Second-order topological insulator in a coinless discrete-time quantum walk

• URL: http://arxiv.org/abs/2003.08637v1
• Date: Thu, 19 Mar 2020 09:07:34 GMT
• Title: Second-order topological insulator in a coinless discrete-time quantum walk
• Authors: Ya Meng, Gang Chen, and Suotang Jia
• Abstract summary: We construct a two-dimensional coinless quantum walk to simulate second-order topological insulator with zero-dimensional corner states. We show that both of the corner and edge states can be observed through the probability distribution of the walker. We propose a possible experimental implementation to realize this discrete-time quantum walk in a three-dimensional integrated photonic circuits.
• Score: 3.7528520149256006
• License: http://arxiv.org/licenses/nonexclusive-distrib/1.0/
• Abstract: Higher-order topological insulators not only exhibit exotic bulk-boundary correspondence principle, but also have an important application in quantum computing.

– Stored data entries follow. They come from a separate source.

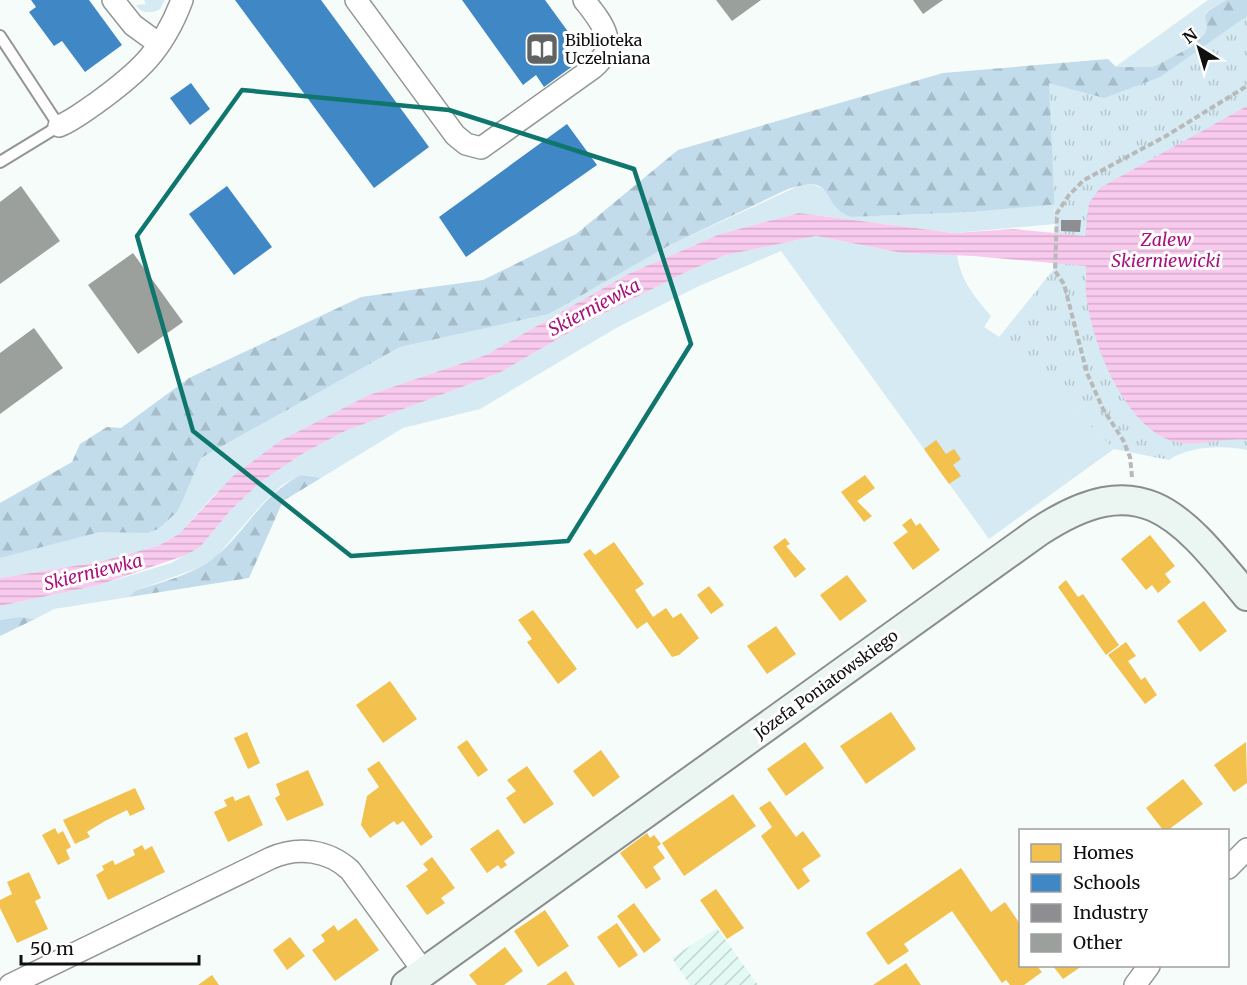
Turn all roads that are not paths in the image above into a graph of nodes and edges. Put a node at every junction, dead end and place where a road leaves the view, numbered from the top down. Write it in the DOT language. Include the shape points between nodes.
graph roads {
  1 [pos="113,0"];
  2 [pos="182,0"];
  3 [pos="356,0"];
  4 [pos="584,0"];
  5 [pos="0,36"];
  6 [pos="159,44"];
  7 [pos="60,126"];
  8 [pos="0,162"];
  9 [pos="1247,596"];
  10 [pos="1247,849"];
  11 [pos="1229,866"];
  12 [pos="1148,967"];
  13 [pos="415,978"];
  14 [pos="10,985"];
  15 [pos="1135,985"];
  1 -- 6 [label="street" via="133,25"];
  2 -- 6 [label="street"];
  3 -- 4 [label="street" via="455,135 466,144 482,148 603,58 606,31"];
  5 -- 7 [label="lane"];
  6 -- 7 [label="street" via="133,77"];
  7 -- 8 [label="lane"];
  9 -- 13 [label="street, Józefa Poniatowskiego" via="1182,522 1166,512 1134,501 1081,507 1060,518"];
  10 -- 11 [label="street"];
  12 -- 15 [label="street"];
  13 -- 14 [label="street" via="350,870 328,856 300,850 271,858"];
}
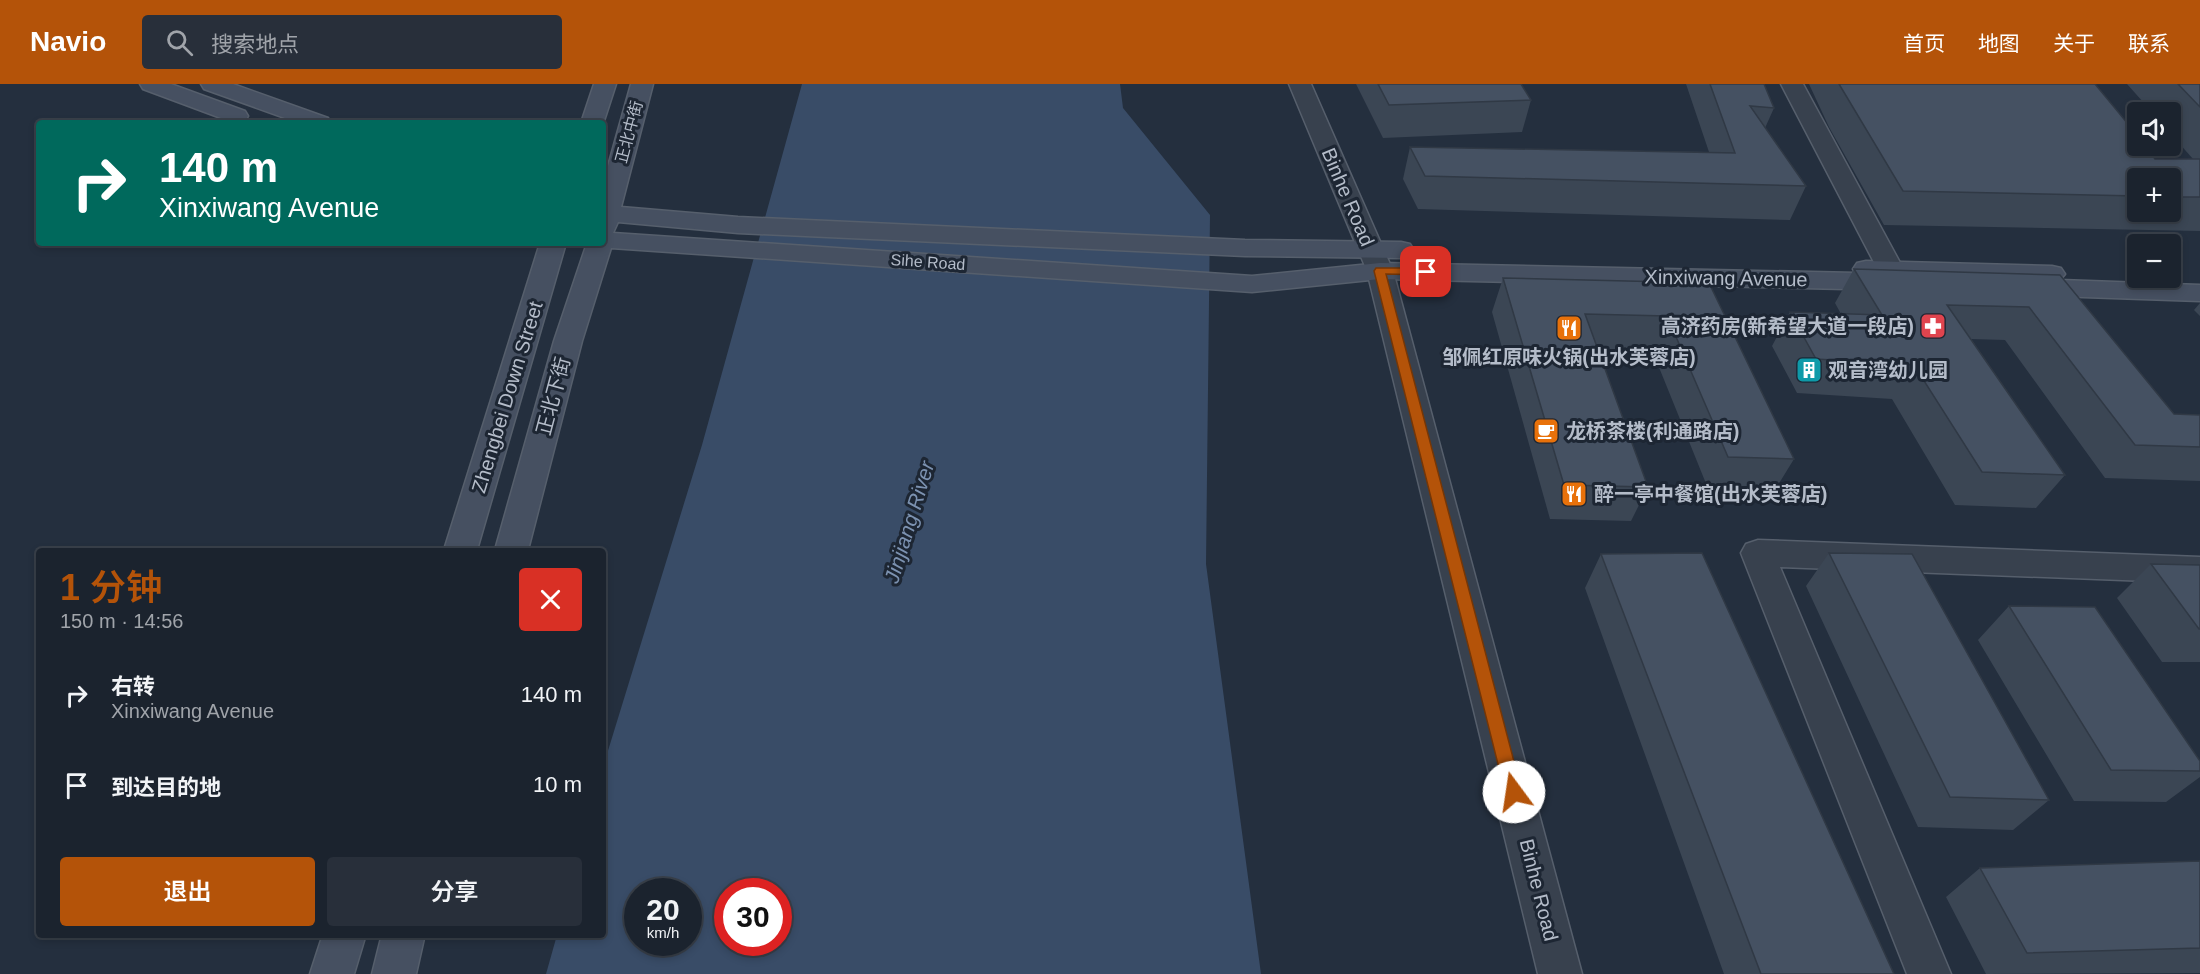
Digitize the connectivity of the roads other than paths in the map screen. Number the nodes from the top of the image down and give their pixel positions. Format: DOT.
graph roads {
  1 [pos="152,84"];
  2 [pos="212,84"];
  3 [pos="605,84"];
  4 [pos="642,84"];
  5 [pos="1300,84"];
  6 [pos="1792,84"];
  7 [pos="249,120"];
  8 [pos="312,120"];
  9 [pos="593,120"];
  10 [pos="606,212"];
  11 [pos="606,219"];
  12 [pos="606,240"];
  13 [pos="552,246"];
  14 [pos="599,246"];
  15 [pos="1375,260"];
  16 [pos="1891,270"];
  17 [pos="2127,277"];
  18 [pos="2181,279"];
  19 [pos="2200,279"];
  20 [pos="1252,284"];
  21 [pos="2200,293"];
  22 [pos="461,548"];
  23 [pos="512,548"];
  24 [pos="2200,570"];
  25 [pos="344,938"];
  26 [pos="404,938"];
  27 [pos="332,974"];
  28 [pos="394,974"];
  29 [pos="1560,974"];
  30 [pos="1929,974"];
  1 -- 7 [label="street"];
  2 -- 8 [label="street"];
  3 -- 9 [label="street"];
  4 -- 10 [label="street, 正北中街"];
  5 -- 15 [label="street, Binhe Road"];
  6 -- 16 [label="street"];
  11 -- 15 [label="street, Sihe Road"];
  12 -- 20 [label="street, Sihe Road"];
  13 -- 22 [label="street, Zhengbei Down Street"];
  14 -- 23 [label="street, 正北下街"];
  15 -- 16 [label="street"];
  15 -- 20 [label="street, Xinxiwang Avenue"];
  15 -- 21 [label="street, Xinxiwang Avenue"];
  15 -- 29 [label="street, Binhe Road"];
  16 -- 17 [label="street"];
  18 -- 19 [label="street"];
  24 -- 30 [label="street"];
  25 -- 27 [label="street"];
  26 -- 28 [label="street"];
}
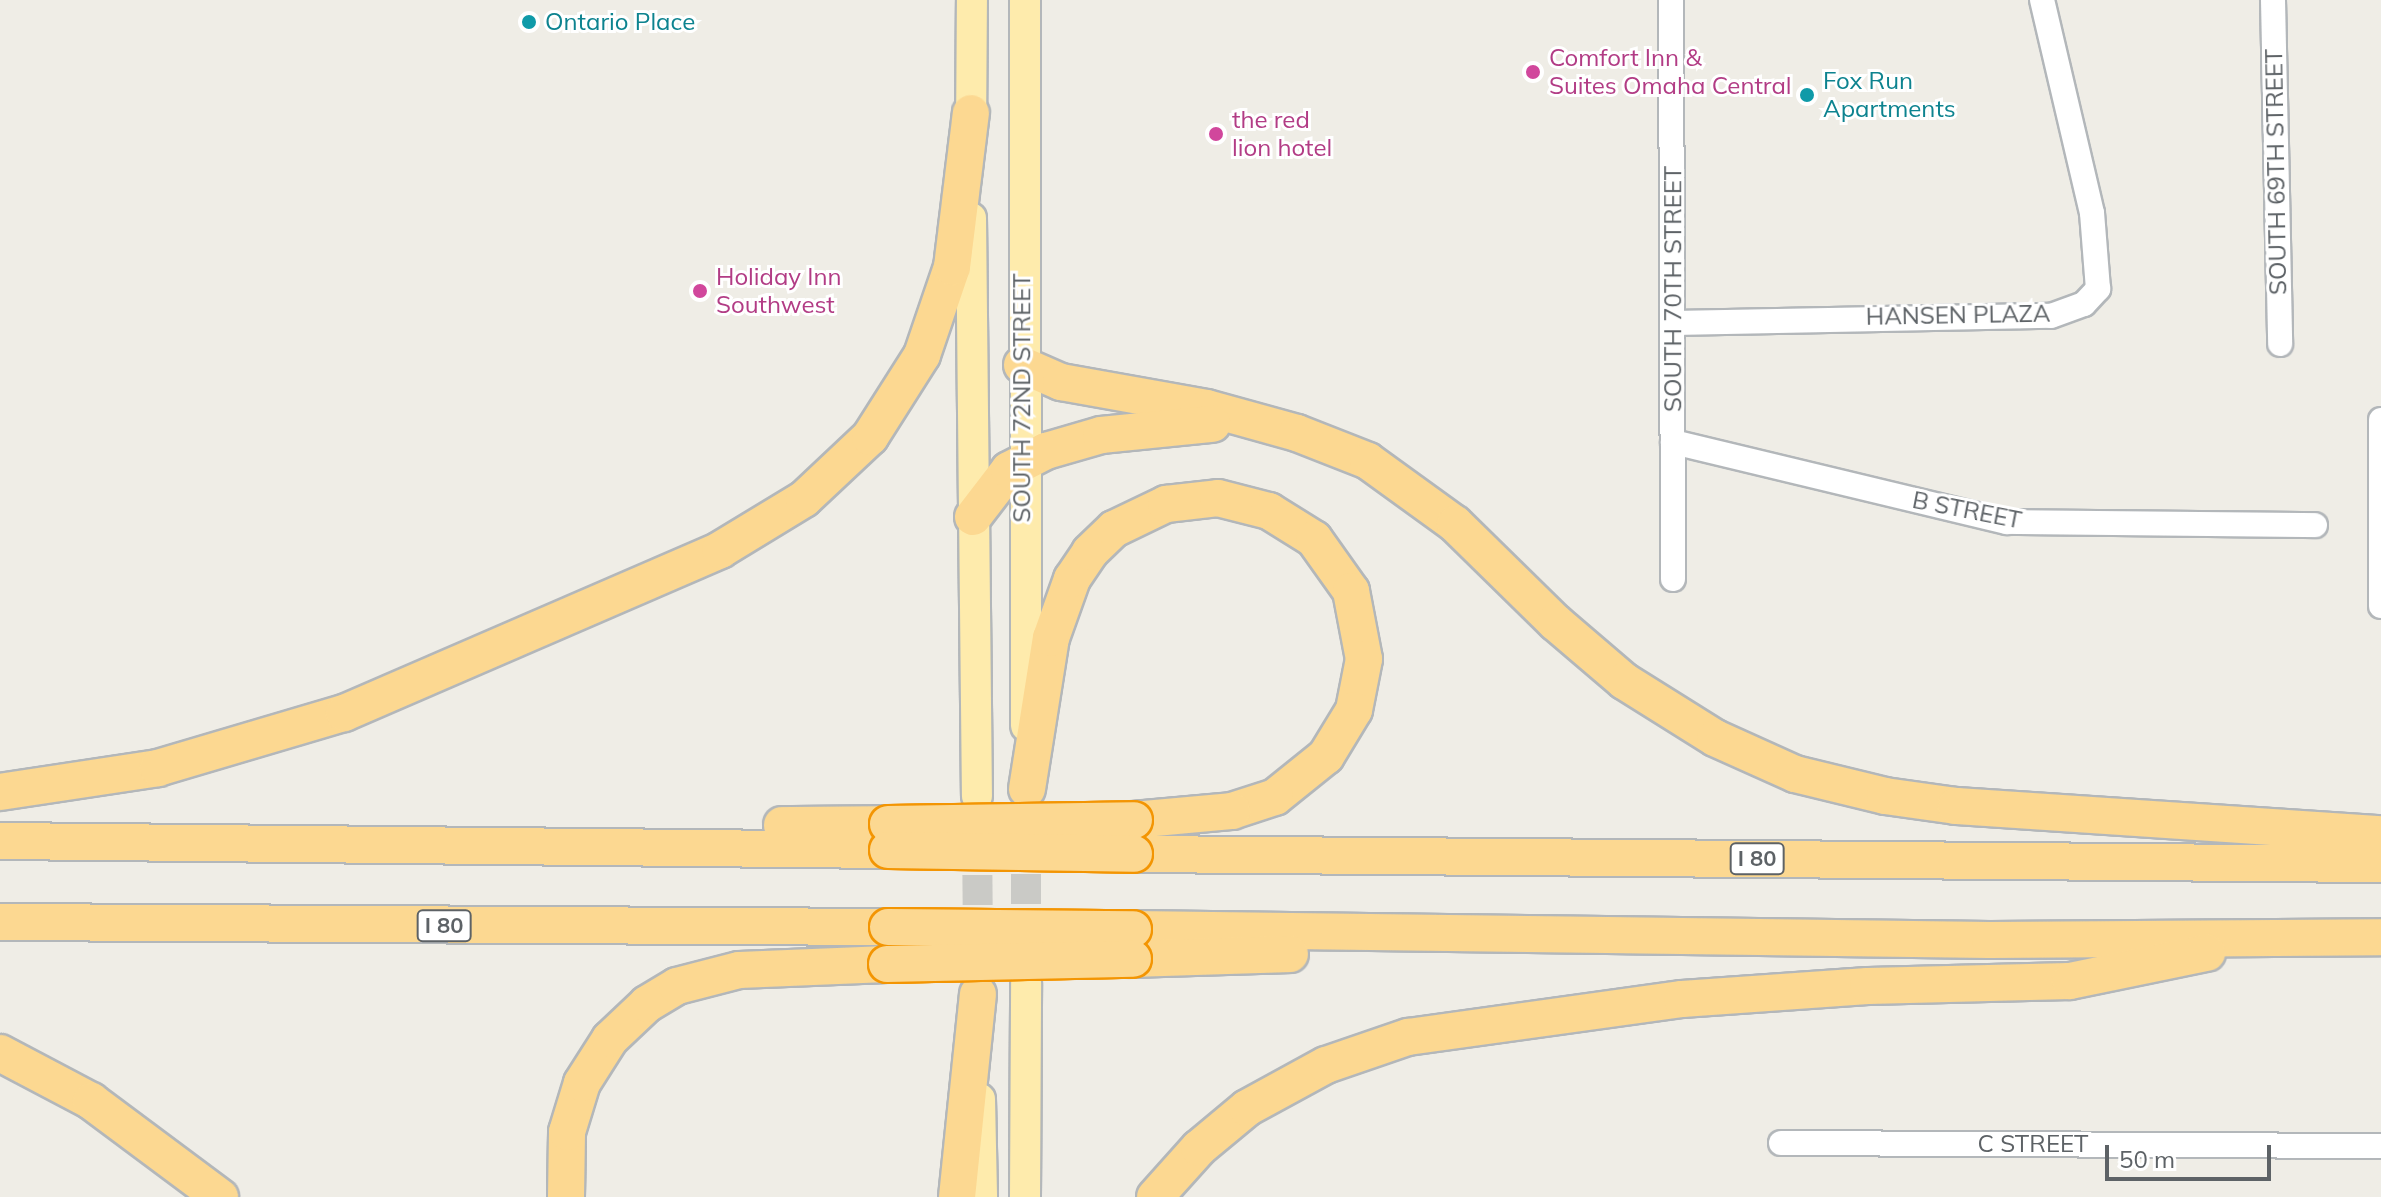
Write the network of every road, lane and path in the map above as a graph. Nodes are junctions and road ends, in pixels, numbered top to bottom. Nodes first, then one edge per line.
1 (972, 0) edge
2 (1025, 0) edge
3 (1671, 0) edge
4 (2042, 0) edge
5 (2273, 0) edge
6 (971, 113) junction
7 (1673, 323) junction
8 (2280, 344) dead end
9 (1022, 365) junction
10 (2381, 420) edge
11 (1261, 424) junction
12 (1673, 442) junction
13 (1022, 461) junction
14 (973, 517) junction
15 (2315, 525) dead end
16 (1673, 579) dead end
17 (2381, 606) edge
18 (0, 792) edge
19 (1027, 792) joint
20 (977, 796) tunnel mouth
21 (2381, 834) edge
22 (1134, 837) junction
23 (0, 841) edge
24 (2381, 864) edge
25 (0, 922) edge
26 (2296, 936) junction
27 (2381, 937) edge
28 (1133, 944) junction
29 (1026, 983) tunnel mouth
30 (978, 989) joint
31 (0, 1053) edge
32 (1781, 1143) dead end
33 (2381, 1146) edge
34 (220, 1197) edge
35 (566, 1197) edge
36 (957, 1197) edge
37 (982, 1197) edge
38 (1025, 1197) edge
39 (1155, 1197) edge

1 - 6 main road, SOUTH 72ND STREET
2 - 9 main road, SOUTH 72ND STREET
3 - 7 street, SOUTH 70TH STREET
4 - 7 street, HANSEN PLAZA
5 - 8 street, SOUTH 69TH STREET
6 - 14 main road, SOUTH 72ND STREET
6 - 18 highway
7 - 12 street, SOUTH 70TH STREET
9 - 11 highway
9 - 13 main road, SOUTH 72ND STREET
10 - 17 street
11 - 13 highway
11 - 21 highway
12 - 15 street, B STREET
12 - 16 street, SOUTH 70TH STREET
13 - 14 highway
13 - 19 main road, SOUTH 72ND STREET
14 - 20 main road, SOUTH 72ND STREET
19 - 22 highway
22 - 23 highway, I 80, bridge
22 - 24 highway, I 80
25 - 28 highway, I 80, bridge
26 - 27 highway, I 80
26 - 28 highway, I 80
26 - 39 highway
28 - 35 highway, bridge
29 - 38 main road
30 - 36 highway
30 - 37 main road
31 - 34 highway
32 - 33 street, C STREET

However, they have never been achieved in quantum walk. In this paper, we construct a two-dimensional coinless discrete-time quantum walk to simulate second-order topological insulator with zero-dimensional corner states. We show that both of the corner and edge states can be observed through the probability distribution of the walker after multi-step discrete-time quantum walks. Furthermore, we demonstrate the robustness of the topological corner states by introducing the static disorder. Finally, we propose a possible experimental implementation to realize this discrete-time quantum walk in a three-dimensional integrated photonic circuits. Our work offers a new route to explore exotic higher-order topological matters using discrete-time quantum walks.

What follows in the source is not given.